> [What to work on] Only lines containing "edges" are wanted from the data below. Copy those lines.

★ ★ ★ ★ ★

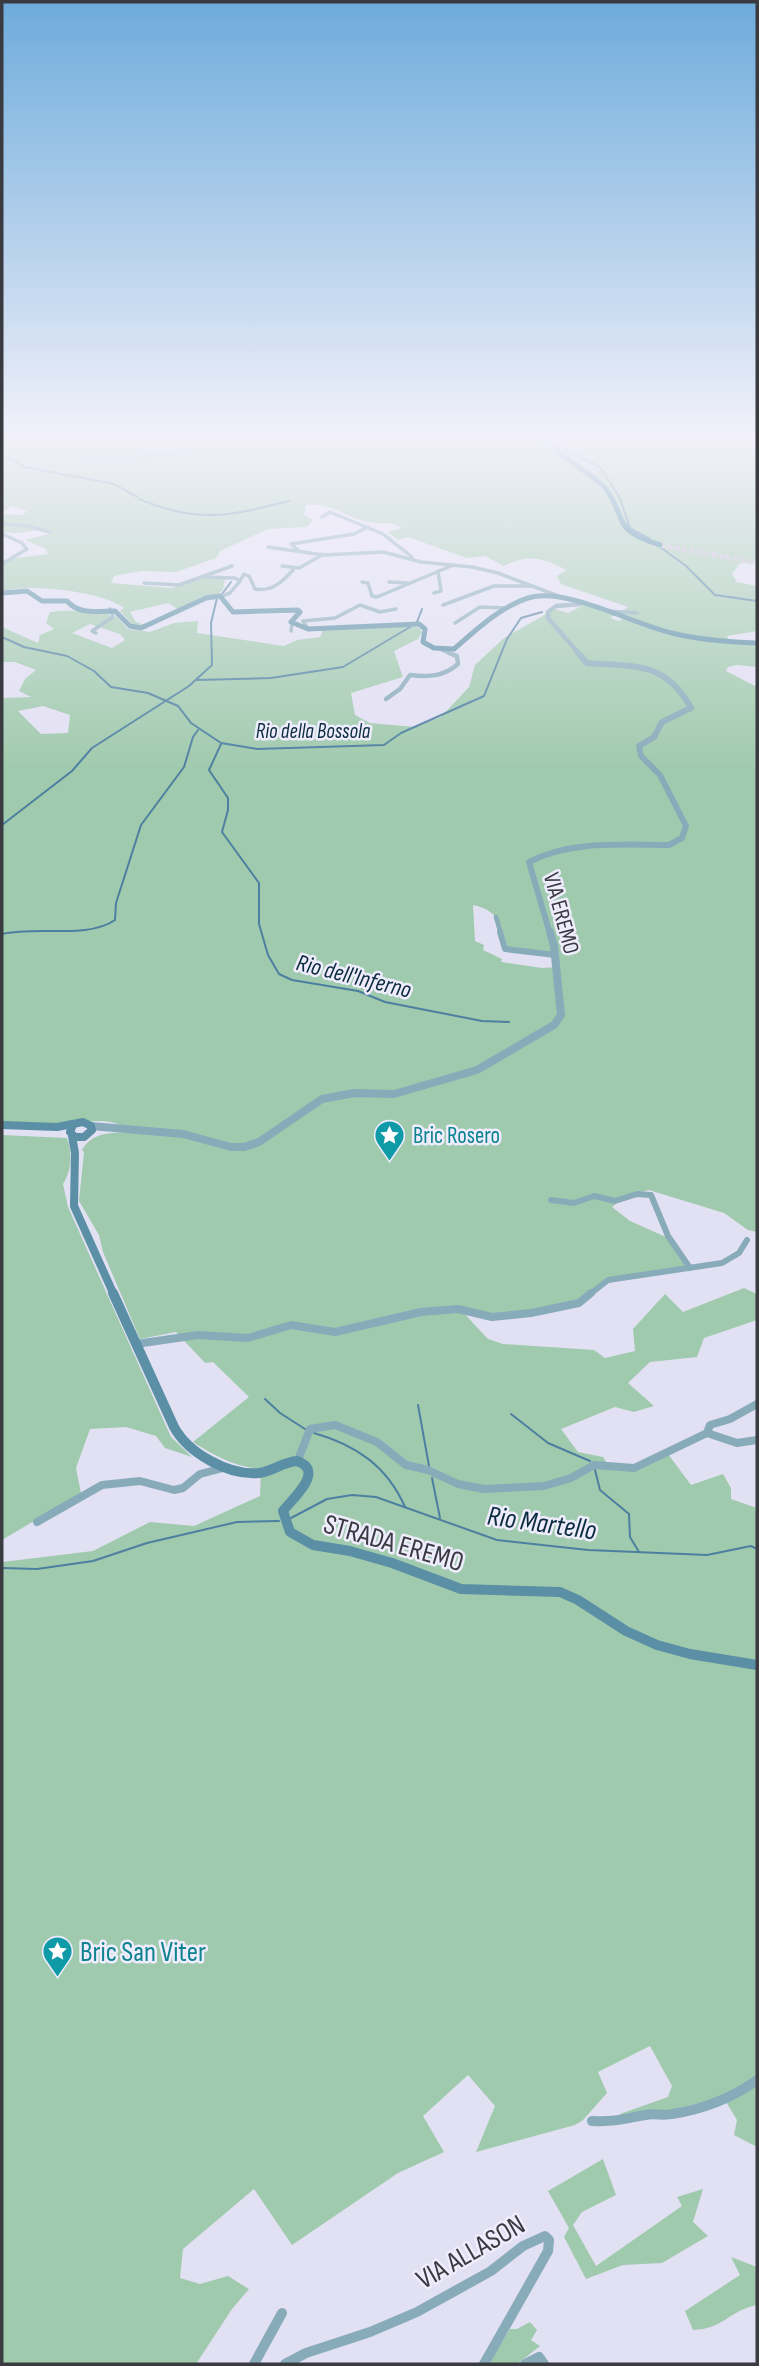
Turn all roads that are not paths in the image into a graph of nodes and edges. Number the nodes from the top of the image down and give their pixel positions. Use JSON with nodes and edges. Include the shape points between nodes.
{"nodes":[{"id":1,"x":27,"y":548,"type":"edge"},
{"id":2,"x":284,"y":548,"type":"edge"},
{"id":3,"x":296,"y":548,"type":"edge"},
{"id":4,"x":400,"y":548,"type":"edge"},
{"id":5,"x":301,"y":553,"type":"junction"},
{"id":6,"x":324,"y":555,"type":"junction"},
{"id":7,"x":2,"y":564,"type":"edge"},
{"id":8,"x":437,"y":564,"type":"junction"},
{"id":9,"x":453,"y":565,"type":"junction"},
{"id":10,"x":232,"y":566,"type":"dead end"},
{"id":11,"x":282,"y":566,"type":"dead end"},
{"id":12,"x":293,"y":570,"type":"junction"},
{"id":13,"x":438,"y":571,"type":"junction"},
{"id":14,"x":200,"y":577,"type":"junction"},
{"id":15,"x":240,"y":581,"type":"junction"},
{"id":16,"x":362,"y":582,"type":"dead end"},
{"id":17,"x":389,"y":582,"type":"dead end"},
{"id":18,"x":144,"y":583,"type":"dead end"},
{"id":19,"x":409,"y":584,"type":"junction"},
{"id":20,"x":533,"y":585,"type":"junction"},
{"id":21,"x":2,"y":593,"type":"edge"},
{"id":22,"x":434,"y":593,"type":"dead end"},
{"id":23,"x":222,"y":596,"type":"junction"},
{"id":24,"x":561,"y":597,"type":"junction"},
{"id":25,"x":581,"y":603,"type":"junction"},
{"id":26,"x":443,"y":605,"type":"dead end"},
{"id":27,"x":469,"y":605,"type":"dead end"},
{"id":28,"x":506,"y":608,"type":"junction"},
{"id":29,"x":110,"y":609,"type":"junction"},
{"id":30,"x":396,"y":609,"type":"dead end"},
{"id":31,"x":475,"y":610,"type":"junction"},
{"id":32,"x":608,"y":611,"type":"junction"},
{"id":33,"x":637,"y":613,"type":"dead end"},
{"id":34,"x":292,"y":623,"type":"junction"},
{"id":35,"x":455,"y":623,"type":"dead end"},
{"id":36,"x":308,"y":629,"type":"junction"},
{"id":37,"x":291,"y":631,"type":"dead end"},
{"id":38,"x":96,"y":633,"type":"dead end"},
{"id":39,"x":757,"y":643,"type":"edge"},
{"id":40,"x":442,"y":650,"type":"junction"},
{"id":41,"x":386,"y":699,"type":"dead end"},
{"id":42,"x":496,"y":917,"type":"dead end"},
{"id":43,"x":555,"y":955,"type":"junction"},
{"id":44,"x":2,"y":1125,"type":"edge"},
{"id":45,"x":72,"y":1132,"type":"junction"},
{"id":46,"x":89,"y":1132,"type":"junction"},
{"id":47,"x":76,"y":1156,"type":"junction"},
{"id":48,"x":551,"y":1200,"type":"dead end"},
{"id":49,"x":747,"y":1240,"type":"dead end"},
{"id":50,"x":690,"y":1268,"type":"junction"},
{"id":51,"x":136,"y":1344,"type":"junction"},
{"id":52,"x":757,"y":1405,"type":"edge"},
{"id":53,"x":707,"y":1433,"type":"junction"},
{"id":54,"x":757,"y":1440,"type":"edge"},
{"id":55,"x":298,"y":1460,"type":"junction"},
{"id":56,"x":228,"y":1467,"type":"junction"},
{"id":57,"x":37,"y":1522,"type":"dead end"},
{"id":58,"x":757,"y":1665,"type":"edge"},
{"id":59,"x":757,"y":2080,"type":"edge"},
{"id":60,"x":592,"y":2121,"type":"dead end"},
{"id":61,"x":282,"y":2313,"type":"dead end"},
{"id":62,"x":254,"y":2364,"type":"edge"},
{"id":63,"x":285,"y":2364,"type":"edge"},
{"id":64,"x":484,"y":2364,"type":"edge"},
{"id":65,"x":525,"y":2364,"type":"edge"},
{"id":66,"x":544,"y":2364,"type":"edge"}],
"edges":[{"from":1,"to":7,"type":"street"},
{"from":2,"to":5,"type":"street"},
{"from":3,"to":5,"type":"street"},
{"from":4,"to":8,"type":"street"},
{"from":5,"to":6,"type":"street"},
{"from":6,"to":8,"type":"street","via":[[375,551]]},
{"from":6,"to":12,"type":"street"},
{"from":8,"to":9,"type":"street"},
{"from":9,"to":13,"type":"street"},
{"from":9,"to":20,"type":"street"},
{"from":10,"to":14,"type":"street"},
{"from":11,"to":12,"type":"street"},
{"from":12,"to":15,"type":"street","via":[[272,589],[255,589],[245,573]]},
{"from":13,"to":19,"type":"street"},
{"from":13,"to":22,"type":"street","via":[[441,591]]},
{"from":14,"to":15,"type":"street"},
{"from":14,"to":18,"type":"street","via":[[174,586]]},
{"from":15,"to":23,"type":"street"},
{"from":16,"to":19,"type":"street","via":[[368,583],[372,596],[377,597]]},
{"from":17,"to":19,"type":"street"},
{"from":20,"to":24,"type":"street"},
{"from":20,"to":26,"type":"street","via":[[494,586]]},
{"from":21,"to":29,"type":"main road","via":[[30,592],[37,600],[67,601],[81,611]]},
{"from":23,"to":29,"type":"main road","via":[[206,598],[141,628],[131,626]]},
{"from":23,"to":34,"type":"main road","via":[[233,612],[299,610]]},
{"from":24,"to":25,"type":"main road"},
{"from":24,"to":28,"type":"main road","via":[[530,597]]},
{"from":25,"to":32,"type":"main road"},
{"from":25,"to":43,"type":"street","name":"VIA EREMO","via":[[556,606],[548,618],[587,663],[654,668],[684,692],[691,708],[662,722],[654,737],[639,746],[686,826],[682,838],[669,845],[559,850],[539,854],[529,862]]},
{"from":27,"to":31,"type":"street"},
{"from":28,"to":31,"type":"street"},
{"from":28,"to":40,"type":"main road","via":[[458,647]]},
{"from":29,"to":38,"type":"street","via":[[114,615],[92,631]]},
{"from":30,"to":36,"type":"street","via":[[380,612],[360,605],[340,616],[303,621]]},
{"from":31,"to":35,"type":"street"},
{"from":32,"to":33,"type":"street"},
{"from":32,"to":39,"type":"main road","via":[[670,633]]},
{"from":34,"to":36,"type":"main road"},
{"from":34,"to":37,"type":"street"},
{"from":36,"to":40,"type":"main road","via":[[413,623],[425,629],[422,639],[426,644]]},
{"from":40,"to":41,"type":"street","via":[[457,656],[454,668],[435,678],[410,675]]},
{"from":42,"to":43,"type":"street","via":[[505,948]]},
{"from":43,"to":46,"type":"street","name":"VIA EREMO","via":[[558,1020],[477,1070],[394,1094],[354,1093],[322,1099],[260,1142],[244,1147],[183,1134]]},
{"from":44,"to":45,"type":"main road"},
{"from":45,"to":46,"type":"main road"},
{"from":45,"to":46,"type":"main road","via":[[83,1122]]},
{"from":45,"to":47,"type":"main road"},
{"from":46,"to":47,"type":"main road"},
{"from":47,"to":51,"type":"main road","via":[[74,1206]]},
{"from":48,"to":50,"type":"street","via":[[574,1203],[594,1196],[615,1201],[651,1195],[668,1236]]},
{"from":49,"to":50,"type":"street","via":[[730,1260]]},
{"from":50,"to":51,"type":"street","via":[[603,1282],[579,1303],[531,1314],[492,1317],[458,1309],[421,1312],[335,1332],[291,1325],[248,1338],[198,1335]]},
{"from":51,"to":56,"type":"main road","via":[[181,1438]]},
{"from":52,"to":53,"type":"street","via":[[710,1425]]},
{"from":53,"to":54,"type":"street","via":[[737,1443]]},
{"from":53,"to":55,"type":"street","via":[[634,1468],[594,1465],[544,1486],[485,1489],[458,1484],[406,1465],[377,1442],[335,1424],[310,1429]]},
{"from":55,"to":56,"type":"main road","via":[[260,1474]]},
{"from":55,"to":58,"type":"main road","name":"STRADA EREMO","via":[[309,1474],[283,1511],[290,1532],[300,1540],[392,1563],[461,1588],[560,1592],[659,1646]]},
{"from":56,"to":57,"type":"street","via":[[200,1475],[174,1490],[140,1481],[102,1485]]},
{"from":59,"to":60,"type":"street","via":[[735,2096],[695,2109],[618,2122]]},
{"from":61,"to":62,"type":"street"},
{"from":63,"to":64,"type":"street","name":"VIA ALLASON","via":[[422,2308],[545,2236],[548,2251]]},
{"from":65,"to":66,"type":"street","via":[[539,2357]]}]}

★ ★ ★ ★ ★

> [Result below]
Turn all roads that are not paths in the image into a graph of nodes and edges. Number the nodes from the top of the image down and give their pixel positions. Use JSON with nodes and edges. Include the shape points between nodes.
"edges":[{"from":1,"to":7,"type":"street"},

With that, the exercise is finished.